• _Your task_:
The records, repeated exactly and in full, are the expected answer.

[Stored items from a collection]
———

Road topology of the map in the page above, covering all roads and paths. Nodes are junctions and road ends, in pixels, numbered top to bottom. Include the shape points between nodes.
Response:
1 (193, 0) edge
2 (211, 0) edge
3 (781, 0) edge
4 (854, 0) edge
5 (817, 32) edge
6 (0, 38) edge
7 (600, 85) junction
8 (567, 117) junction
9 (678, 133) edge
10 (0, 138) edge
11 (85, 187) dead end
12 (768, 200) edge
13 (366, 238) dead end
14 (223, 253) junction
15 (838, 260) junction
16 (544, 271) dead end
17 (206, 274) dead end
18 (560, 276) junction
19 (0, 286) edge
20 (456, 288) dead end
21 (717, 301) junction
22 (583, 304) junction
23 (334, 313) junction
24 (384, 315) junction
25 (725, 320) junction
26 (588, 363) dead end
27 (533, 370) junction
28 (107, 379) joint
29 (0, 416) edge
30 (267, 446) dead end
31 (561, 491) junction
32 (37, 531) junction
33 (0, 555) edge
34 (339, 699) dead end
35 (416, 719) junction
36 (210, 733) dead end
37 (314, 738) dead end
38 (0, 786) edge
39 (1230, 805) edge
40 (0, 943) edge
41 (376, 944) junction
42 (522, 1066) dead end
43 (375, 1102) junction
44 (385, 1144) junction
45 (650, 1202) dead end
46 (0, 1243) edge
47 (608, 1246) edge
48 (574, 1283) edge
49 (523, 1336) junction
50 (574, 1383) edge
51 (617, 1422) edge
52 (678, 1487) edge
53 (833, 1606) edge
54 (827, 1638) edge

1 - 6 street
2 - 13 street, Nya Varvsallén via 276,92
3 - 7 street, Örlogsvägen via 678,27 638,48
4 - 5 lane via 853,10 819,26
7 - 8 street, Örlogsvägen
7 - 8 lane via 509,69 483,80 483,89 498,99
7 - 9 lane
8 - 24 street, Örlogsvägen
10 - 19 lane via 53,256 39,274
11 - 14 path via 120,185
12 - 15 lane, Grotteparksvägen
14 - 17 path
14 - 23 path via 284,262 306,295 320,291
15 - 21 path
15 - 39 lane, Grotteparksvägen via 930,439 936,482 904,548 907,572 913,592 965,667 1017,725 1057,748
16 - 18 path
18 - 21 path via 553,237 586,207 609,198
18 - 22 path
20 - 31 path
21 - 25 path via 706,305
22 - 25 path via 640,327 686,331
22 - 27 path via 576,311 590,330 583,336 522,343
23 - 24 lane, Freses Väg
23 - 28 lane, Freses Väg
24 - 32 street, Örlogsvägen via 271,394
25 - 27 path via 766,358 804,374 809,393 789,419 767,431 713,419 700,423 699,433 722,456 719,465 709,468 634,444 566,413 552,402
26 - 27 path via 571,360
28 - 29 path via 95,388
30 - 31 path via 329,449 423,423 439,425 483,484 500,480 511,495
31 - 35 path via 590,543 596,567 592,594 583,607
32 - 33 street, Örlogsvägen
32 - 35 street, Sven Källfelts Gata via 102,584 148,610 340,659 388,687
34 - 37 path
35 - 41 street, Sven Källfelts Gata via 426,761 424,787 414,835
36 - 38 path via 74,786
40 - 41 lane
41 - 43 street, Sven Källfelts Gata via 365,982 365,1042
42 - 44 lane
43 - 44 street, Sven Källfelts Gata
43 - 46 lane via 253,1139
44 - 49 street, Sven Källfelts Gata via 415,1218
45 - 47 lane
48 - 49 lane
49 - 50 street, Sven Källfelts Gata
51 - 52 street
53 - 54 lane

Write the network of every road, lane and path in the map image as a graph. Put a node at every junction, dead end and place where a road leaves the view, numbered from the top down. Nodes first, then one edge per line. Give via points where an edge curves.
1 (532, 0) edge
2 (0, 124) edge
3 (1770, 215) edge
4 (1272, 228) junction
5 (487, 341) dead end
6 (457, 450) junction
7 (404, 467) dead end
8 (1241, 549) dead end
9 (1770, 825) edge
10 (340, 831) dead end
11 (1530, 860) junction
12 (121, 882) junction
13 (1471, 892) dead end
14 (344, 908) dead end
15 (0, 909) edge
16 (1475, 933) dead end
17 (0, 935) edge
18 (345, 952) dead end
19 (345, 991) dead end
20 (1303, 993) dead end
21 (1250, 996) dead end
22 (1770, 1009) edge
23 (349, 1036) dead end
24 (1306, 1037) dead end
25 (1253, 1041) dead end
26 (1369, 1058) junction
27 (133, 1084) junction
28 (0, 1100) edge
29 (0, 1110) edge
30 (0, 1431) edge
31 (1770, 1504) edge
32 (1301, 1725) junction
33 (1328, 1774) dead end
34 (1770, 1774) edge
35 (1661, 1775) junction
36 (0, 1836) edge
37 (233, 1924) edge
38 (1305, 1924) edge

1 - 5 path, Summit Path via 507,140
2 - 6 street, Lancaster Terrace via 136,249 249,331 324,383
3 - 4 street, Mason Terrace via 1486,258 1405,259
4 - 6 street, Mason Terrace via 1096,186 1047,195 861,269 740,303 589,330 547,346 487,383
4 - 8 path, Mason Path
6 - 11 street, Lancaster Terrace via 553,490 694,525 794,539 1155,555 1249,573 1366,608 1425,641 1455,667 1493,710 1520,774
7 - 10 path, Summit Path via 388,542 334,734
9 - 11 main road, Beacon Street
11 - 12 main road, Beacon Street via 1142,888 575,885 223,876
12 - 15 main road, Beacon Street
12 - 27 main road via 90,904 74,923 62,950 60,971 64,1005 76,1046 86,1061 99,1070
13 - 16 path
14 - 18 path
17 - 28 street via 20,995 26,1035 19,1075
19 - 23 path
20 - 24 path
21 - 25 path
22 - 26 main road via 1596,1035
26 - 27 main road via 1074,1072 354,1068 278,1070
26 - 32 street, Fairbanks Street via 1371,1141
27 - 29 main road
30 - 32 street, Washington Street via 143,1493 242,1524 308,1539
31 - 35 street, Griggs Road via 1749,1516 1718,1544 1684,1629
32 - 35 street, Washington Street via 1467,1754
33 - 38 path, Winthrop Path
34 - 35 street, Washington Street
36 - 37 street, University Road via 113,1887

———

• _Reply_:
Road topology of the map in the page above, covering all roads and paths. Nodes are junctions and road ends, in pixels, numbered top to bottom. Include the shape points between nodes.
Response:
1 (193, 0) edge
2 (211, 0) edge
3 (781, 0) edge
4 (854, 0) edge
5 (817, 32) edge
6 (0, 38) edge
7 (600, 85) junction
8 (567, 117) junction
9 (678, 133) edge
10 (0, 138) edge
11 (85, 187) dead end
12 (768, 200) edge
13 (366, 238) dead end
14 (223, 253) junction
15 (838, 260) junction
16 (544, 271) dead end
17 (206, 274) dead end
18 (560, 276) junction
19 (0, 286) edge
20 (456, 288) dead end
21 (717, 301) junction
22 (583, 304) junction
23 (334, 313) junction
24 (384, 315) junction
25 (725, 320) junction
26 (588, 363) dead end
27 (533, 370) junction
28 (107, 379) joint
29 (0, 416) edge
30 (267, 446) dead end
31 (561, 491) junction
32 (37, 531) junction
33 (0, 555) edge
34 (339, 699) dead end
35 (416, 719) junction
36 (210, 733) dead end
37 (314, 738) dead end
38 (0, 786) edge
39 (1230, 805) edge
40 (0, 943) edge
41 (376, 944) junction
42 (522, 1066) dead end
43 (375, 1102) junction
44 (385, 1144) junction
45 (650, 1202) dead end
46 (0, 1243) edge
47 (608, 1246) edge
48 (574, 1283) edge
49 (523, 1336) junction
50 (574, 1383) edge
51 (617, 1422) edge
52 (678, 1487) edge
53 (833, 1606) edge
54 (827, 1638) edge

1 - 6 street
2 - 13 street, Nya Varvsallén via 276,92
3 - 7 street, Örlogsvägen via 678,27 638,48
4 - 5 lane via 853,10 819,26
7 - 8 street, Örlogsvägen
7 - 8 lane via 509,69 483,80 483,89 498,99
7 - 9 lane
8 - 24 street, Örlogsvägen
10 - 19 lane via 53,256 39,274
11 - 14 path via 120,185
12 - 15 lane, Grotteparksvägen
14 - 17 path
14 - 23 path via 284,262 306,295 320,291
15 - 21 path
15 - 39 lane, Grotteparksvägen via 930,439 936,482 904,548 907,572 913,592 965,667 1017,725 1057,748
16 - 18 path
18 - 21 path via 553,237 586,207 609,198
18 - 22 path
20 - 31 path
21 - 25 path via 706,305
22 - 25 path via 640,327 686,331
22 - 27 path via 576,311 590,330 583,336 522,343
23 - 24 lane, Freses Väg
23 - 28 lane, Freses Väg
24 - 32 street, Örlogsvägen via 271,394
25 - 27 path via 766,358 804,374 809,393 789,419 767,431 713,419 700,423 699,433 722,456 719,465 709,468 634,444 566,413 552,402
26 - 27 path via 571,360
28 - 29 path via 95,388
30 - 31 path via 329,449 423,423 439,425 483,484 500,480 511,495
31 - 35 path via 590,543 596,567 592,594 583,607
32 - 33 street, Örlogsvägen
32 - 35 street, Sven Källfelts Gata via 102,584 148,610 340,659 388,687
34 - 37 path
35 - 41 street, Sven Källfelts Gata via 426,761 424,787 414,835
36 - 38 path via 74,786
40 - 41 lane
41 - 43 street, Sven Källfelts Gata via 365,982 365,1042
42 - 44 lane
43 - 44 street, Sven Källfelts Gata
43 - 46 lane via 253,1139
44 - 49 street, Sven Källfelts Gata via 415,1218
45 - 47 lane
48 - 49 lane
49 - 50 street, Sven Källfelts Gata
51 - 52 street
53 - 54 lane

Write the network of every road, lane and path in the map image as a graph. Put a node at every junction, dead end and place where a road leaves the view, numbered from the top down. Nodes first, then one edge per line. Give via points where an edge curves.
1 (532, 0) edge
2 (0, 124) edge
3 (1770, 215) edge
4 (1272, 228) junction
5 (487, 341) dead end
6 (457, 450) junction
7 (404, 467) dead end
8 (1241, 549) dead end
9 (1770, 825) edge
10 (340, 831) dead end
11 (1530, 860) junction
12 (121, 882) junction
13 (1471, 892) dead end
14 (344, 908) dead end
15 (0, 909) edge
16 (1475, 933) dead end
17 (0, 935) edge
18 (345, 952) dead end
19 (345, 991) dead end
20 (1303, 993) dead end
21 (1250, 996) dead end
22 (1770, 1009) edge
23 (349, 1036) dead end
24 (1306, 1037) dead end
25 (1253, 1041) dead end
26 (1369, 1058) junction
27 (133, 1084) junction
28 (0, 1100) edge
29 (0, 1110) edge
30 (0, 1431) edge
31 (1770, 1504) edge
32 (1301, 1725) junction
33 (1328, 1774) dead end
34 (1770, 1774) edge
35 (1661, 1775) junction
36 (0, 1836) edge
37 (233, 1924) edge
38 (1305, 1924) edge

1 - 5 path, Summit Path via 507,140
2 - 6 street, Lancaster Terrace via 136,249 249,331 324,383
3 - 4 street, Mason Terrace via 1486,258 1405,259
4 - 6 street, Mason Terrace via 1096,186 1047,195 861,269 740,303 589,330 547,346 487,383
4 - 8 path, Mason Path
6 - 11 street, Lancaster Terrace via 553,490 694,525 794,539 1155,555 1249,573 1366,608 1425,641 1455,667 1493,710 1520,774
7 - 10 path, Summit Path via 388,542 334,734
9 - 11 main road, Beacon Street
11 - 12 main road, Beacon Street via 1142,888 575,885 223,876
12 - 15 main road, Beacon Street
12 - 27 main road via 90,904 74,923 62,950 60,971 64,1005 76,1046 86,1061 99,1070
13 - 16 path
14 - 18 path
17 - 28 street via 20,995 26,1035 19,1075
19 - 23 path
20 - 24 path
21 - 25 path
22 - 26 main road via 1596,1035
26 - 27 main road via 1074,1072 354,1068 278,1070
26 - 32 street, Fairbanks Street via 1371,1141
27 - 29 main road
30 - 32 street, Washington Street via 143,1493 242,1524 308,1539
31 - 35 street, Griggs Road via 1749,1516 1718,1544 1684,1629
32 - 35 street, Washington Street via 1467,1754
33 - 38 path, Winthrop Path
34 - 35 street, Washington Street
36 - 37 street, University Road via 113,1887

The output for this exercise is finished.